Boats
David O’Connor is an artist whose work is inextricably tied up with the sea. He was brought up in
Birkenhead, Cheshire and his earliest memories are of his father telling stories about his time in the
merchant Navy during the Second World War. His earliest visual memories are of the vivid docks in
Birkenhead and Liverpool and of his father making and sailing beautiful A Class pond yachts. They
are elegant, finely crafted objects which now command high prices with collectors.
“Like a small child's dream of running away to Sea…” was how one visitor described one of his early
Installations. The boats are emblems for the self. A theme directly inspired by Rimbaud’s poem ‘The
Drunken Boat’ and his father's descriptions of the Atlantic and Murmansk Convoys where he was
torpedoed and sunk twice off Iceland and bombed on the Cunard liner Georgic in the Red Sea. David
has just collected on his father’s behalf his posthumously awarded Arctic Star.
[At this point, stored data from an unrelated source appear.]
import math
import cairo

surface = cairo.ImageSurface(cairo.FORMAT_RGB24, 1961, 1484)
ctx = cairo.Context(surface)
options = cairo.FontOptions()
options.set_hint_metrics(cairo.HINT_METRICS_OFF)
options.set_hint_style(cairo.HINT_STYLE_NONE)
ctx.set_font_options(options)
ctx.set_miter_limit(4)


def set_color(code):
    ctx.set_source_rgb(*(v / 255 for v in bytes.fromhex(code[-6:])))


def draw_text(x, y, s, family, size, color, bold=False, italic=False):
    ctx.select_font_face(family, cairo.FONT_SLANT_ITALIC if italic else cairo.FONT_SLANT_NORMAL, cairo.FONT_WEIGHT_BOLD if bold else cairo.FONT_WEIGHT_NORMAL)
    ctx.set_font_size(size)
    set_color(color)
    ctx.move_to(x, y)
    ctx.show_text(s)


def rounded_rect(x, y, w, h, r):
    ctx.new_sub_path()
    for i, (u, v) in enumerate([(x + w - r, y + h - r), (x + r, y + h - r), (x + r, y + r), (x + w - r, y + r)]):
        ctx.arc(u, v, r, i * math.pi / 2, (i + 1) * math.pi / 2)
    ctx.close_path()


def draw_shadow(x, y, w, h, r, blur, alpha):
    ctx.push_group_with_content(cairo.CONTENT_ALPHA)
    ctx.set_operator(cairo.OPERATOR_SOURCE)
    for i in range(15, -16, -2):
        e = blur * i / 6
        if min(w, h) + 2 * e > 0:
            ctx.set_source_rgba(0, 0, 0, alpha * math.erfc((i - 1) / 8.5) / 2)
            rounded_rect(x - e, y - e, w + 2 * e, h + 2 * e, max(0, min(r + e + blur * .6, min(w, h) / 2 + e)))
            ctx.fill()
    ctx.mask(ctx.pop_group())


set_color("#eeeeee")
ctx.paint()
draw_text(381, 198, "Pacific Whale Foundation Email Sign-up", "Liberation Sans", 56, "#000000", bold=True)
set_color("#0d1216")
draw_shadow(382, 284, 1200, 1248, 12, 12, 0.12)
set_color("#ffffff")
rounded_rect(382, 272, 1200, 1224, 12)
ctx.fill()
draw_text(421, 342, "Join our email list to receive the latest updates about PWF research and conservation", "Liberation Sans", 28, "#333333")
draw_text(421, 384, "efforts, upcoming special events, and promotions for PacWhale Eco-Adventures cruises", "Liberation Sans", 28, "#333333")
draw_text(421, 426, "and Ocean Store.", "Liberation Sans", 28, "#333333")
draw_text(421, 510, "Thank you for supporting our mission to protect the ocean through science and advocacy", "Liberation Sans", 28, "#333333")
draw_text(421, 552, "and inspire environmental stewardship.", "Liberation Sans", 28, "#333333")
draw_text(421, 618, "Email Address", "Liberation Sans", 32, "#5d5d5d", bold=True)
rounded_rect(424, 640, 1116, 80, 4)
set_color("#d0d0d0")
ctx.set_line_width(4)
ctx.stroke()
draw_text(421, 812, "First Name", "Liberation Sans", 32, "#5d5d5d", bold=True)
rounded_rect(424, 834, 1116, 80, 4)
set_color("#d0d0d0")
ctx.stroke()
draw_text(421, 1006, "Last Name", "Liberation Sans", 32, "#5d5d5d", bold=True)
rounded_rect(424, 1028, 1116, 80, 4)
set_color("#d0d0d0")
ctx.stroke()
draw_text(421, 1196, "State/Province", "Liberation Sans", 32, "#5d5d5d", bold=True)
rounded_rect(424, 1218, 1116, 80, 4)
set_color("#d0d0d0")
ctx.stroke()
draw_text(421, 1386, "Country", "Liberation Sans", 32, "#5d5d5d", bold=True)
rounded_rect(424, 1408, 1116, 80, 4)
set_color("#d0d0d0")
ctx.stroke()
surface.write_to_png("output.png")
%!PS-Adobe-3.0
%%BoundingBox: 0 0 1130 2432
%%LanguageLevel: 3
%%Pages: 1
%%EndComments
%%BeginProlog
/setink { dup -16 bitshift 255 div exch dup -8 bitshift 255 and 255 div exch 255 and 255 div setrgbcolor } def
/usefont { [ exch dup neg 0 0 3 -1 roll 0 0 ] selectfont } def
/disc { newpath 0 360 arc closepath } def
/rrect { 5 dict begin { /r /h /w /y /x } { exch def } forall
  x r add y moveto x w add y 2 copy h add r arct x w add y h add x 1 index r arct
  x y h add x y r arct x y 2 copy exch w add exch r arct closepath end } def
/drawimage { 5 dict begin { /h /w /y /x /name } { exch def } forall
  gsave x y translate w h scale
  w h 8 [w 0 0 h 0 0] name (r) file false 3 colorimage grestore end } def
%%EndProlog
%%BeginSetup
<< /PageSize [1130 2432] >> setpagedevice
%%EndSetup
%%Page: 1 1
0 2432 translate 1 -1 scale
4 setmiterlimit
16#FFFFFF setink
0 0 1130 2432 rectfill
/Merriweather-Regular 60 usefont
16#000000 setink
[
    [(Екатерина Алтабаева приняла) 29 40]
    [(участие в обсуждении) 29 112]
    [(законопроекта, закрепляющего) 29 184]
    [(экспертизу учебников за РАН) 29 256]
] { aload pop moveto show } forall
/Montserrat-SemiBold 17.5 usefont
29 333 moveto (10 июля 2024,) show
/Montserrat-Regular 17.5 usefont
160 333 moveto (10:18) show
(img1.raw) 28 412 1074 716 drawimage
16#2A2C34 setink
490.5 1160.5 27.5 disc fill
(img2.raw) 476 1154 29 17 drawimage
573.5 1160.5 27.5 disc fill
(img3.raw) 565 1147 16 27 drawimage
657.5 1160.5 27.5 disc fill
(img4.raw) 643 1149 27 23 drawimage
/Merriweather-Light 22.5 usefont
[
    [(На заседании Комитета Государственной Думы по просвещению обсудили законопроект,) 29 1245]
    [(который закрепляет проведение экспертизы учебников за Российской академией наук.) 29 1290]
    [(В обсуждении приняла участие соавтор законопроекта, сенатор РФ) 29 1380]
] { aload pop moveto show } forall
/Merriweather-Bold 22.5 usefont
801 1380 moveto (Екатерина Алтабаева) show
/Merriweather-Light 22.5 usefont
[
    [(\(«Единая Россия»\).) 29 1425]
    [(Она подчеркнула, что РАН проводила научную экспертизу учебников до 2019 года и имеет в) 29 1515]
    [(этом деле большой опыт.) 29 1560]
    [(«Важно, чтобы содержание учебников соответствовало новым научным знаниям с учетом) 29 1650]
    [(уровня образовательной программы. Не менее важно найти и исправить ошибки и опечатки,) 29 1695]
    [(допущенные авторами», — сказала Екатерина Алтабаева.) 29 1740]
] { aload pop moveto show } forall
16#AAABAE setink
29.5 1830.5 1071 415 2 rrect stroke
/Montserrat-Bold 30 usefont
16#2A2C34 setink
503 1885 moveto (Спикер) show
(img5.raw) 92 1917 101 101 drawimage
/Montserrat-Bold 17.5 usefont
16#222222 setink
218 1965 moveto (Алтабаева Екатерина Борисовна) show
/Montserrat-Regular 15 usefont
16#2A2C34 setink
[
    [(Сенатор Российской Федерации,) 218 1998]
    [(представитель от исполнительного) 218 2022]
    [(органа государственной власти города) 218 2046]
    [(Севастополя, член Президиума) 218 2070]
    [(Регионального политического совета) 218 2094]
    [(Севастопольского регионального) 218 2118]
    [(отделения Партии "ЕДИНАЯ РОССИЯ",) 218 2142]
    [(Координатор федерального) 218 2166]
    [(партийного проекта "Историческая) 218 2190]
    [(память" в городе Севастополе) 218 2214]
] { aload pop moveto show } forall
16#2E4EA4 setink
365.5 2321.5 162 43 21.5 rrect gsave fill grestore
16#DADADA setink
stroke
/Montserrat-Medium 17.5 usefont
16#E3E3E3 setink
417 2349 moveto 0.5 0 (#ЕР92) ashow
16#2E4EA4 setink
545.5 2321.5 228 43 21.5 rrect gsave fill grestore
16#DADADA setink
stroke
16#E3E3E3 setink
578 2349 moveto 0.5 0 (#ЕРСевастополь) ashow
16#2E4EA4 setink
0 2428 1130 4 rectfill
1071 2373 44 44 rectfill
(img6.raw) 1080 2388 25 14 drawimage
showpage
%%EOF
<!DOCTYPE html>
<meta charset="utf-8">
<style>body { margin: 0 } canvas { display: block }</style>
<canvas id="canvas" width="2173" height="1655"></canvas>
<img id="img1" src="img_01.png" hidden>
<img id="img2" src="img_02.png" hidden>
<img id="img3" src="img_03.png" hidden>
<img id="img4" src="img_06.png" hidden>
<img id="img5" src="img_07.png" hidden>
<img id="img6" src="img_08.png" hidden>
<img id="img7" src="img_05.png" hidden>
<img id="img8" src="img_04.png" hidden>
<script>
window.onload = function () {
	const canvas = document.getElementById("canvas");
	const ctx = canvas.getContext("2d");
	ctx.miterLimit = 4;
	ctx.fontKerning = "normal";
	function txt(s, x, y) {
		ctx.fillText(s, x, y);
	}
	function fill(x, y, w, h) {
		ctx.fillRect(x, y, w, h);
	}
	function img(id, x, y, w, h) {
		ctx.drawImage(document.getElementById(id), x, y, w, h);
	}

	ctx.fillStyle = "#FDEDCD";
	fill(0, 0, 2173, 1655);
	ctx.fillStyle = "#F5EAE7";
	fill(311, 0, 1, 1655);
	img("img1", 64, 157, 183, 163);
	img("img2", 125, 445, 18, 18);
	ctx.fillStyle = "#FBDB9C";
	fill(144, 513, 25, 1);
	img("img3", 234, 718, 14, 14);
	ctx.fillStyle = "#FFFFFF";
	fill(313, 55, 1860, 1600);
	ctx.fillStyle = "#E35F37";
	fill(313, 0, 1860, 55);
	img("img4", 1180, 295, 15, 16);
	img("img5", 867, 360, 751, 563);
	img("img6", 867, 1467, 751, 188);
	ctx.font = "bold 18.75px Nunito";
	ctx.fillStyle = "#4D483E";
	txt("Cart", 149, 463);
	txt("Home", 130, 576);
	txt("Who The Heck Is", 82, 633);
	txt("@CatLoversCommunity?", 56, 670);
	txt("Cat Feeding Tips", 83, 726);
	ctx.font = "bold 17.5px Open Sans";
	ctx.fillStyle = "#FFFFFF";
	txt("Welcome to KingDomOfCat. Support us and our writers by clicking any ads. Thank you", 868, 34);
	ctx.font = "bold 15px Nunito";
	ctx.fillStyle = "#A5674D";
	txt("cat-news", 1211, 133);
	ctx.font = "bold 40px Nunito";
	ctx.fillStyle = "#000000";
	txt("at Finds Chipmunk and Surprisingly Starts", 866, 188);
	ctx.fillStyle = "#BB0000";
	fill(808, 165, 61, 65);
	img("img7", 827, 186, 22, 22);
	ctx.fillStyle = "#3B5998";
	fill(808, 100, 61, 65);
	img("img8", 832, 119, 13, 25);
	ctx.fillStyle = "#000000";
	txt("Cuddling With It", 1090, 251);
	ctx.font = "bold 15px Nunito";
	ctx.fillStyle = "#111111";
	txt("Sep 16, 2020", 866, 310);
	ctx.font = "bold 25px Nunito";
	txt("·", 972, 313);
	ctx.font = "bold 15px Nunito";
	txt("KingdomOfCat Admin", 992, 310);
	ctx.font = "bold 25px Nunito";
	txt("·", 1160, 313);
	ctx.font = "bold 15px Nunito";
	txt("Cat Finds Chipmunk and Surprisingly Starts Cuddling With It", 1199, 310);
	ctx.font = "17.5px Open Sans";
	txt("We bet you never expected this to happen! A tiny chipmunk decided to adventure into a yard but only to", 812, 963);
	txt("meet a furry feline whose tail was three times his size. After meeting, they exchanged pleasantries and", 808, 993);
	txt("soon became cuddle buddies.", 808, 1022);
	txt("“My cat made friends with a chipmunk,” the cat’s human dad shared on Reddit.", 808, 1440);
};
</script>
The form of the boat is idealised and condensed much like mediaeval illustration of boats where
scale and form are manipulated to tell the story rather than directly represent boat forms. More
particularly the sculptures are inspired by the mythical journey of St Brendan sailing from Co Kerry to
discover the New World in a canvas covered Currach. They are also directly inspired by another Irish
boat namely the Iron Age gold ‘Broighter Boat’ discovered in County Derry and now in the National
Museum Dublin.
The pieces made in bronze, copper or brass are Patinated. This is a complex chemical process using a
wide variety of formulas which alter the surface nature of the metal by etching and changing the
colour. No two boats are alike as it is virtually impossible to repeat the pattern.
The sculpture presented are made for indoor display. The pieces are either lacquered or wax
finished and do not need any further maintenance.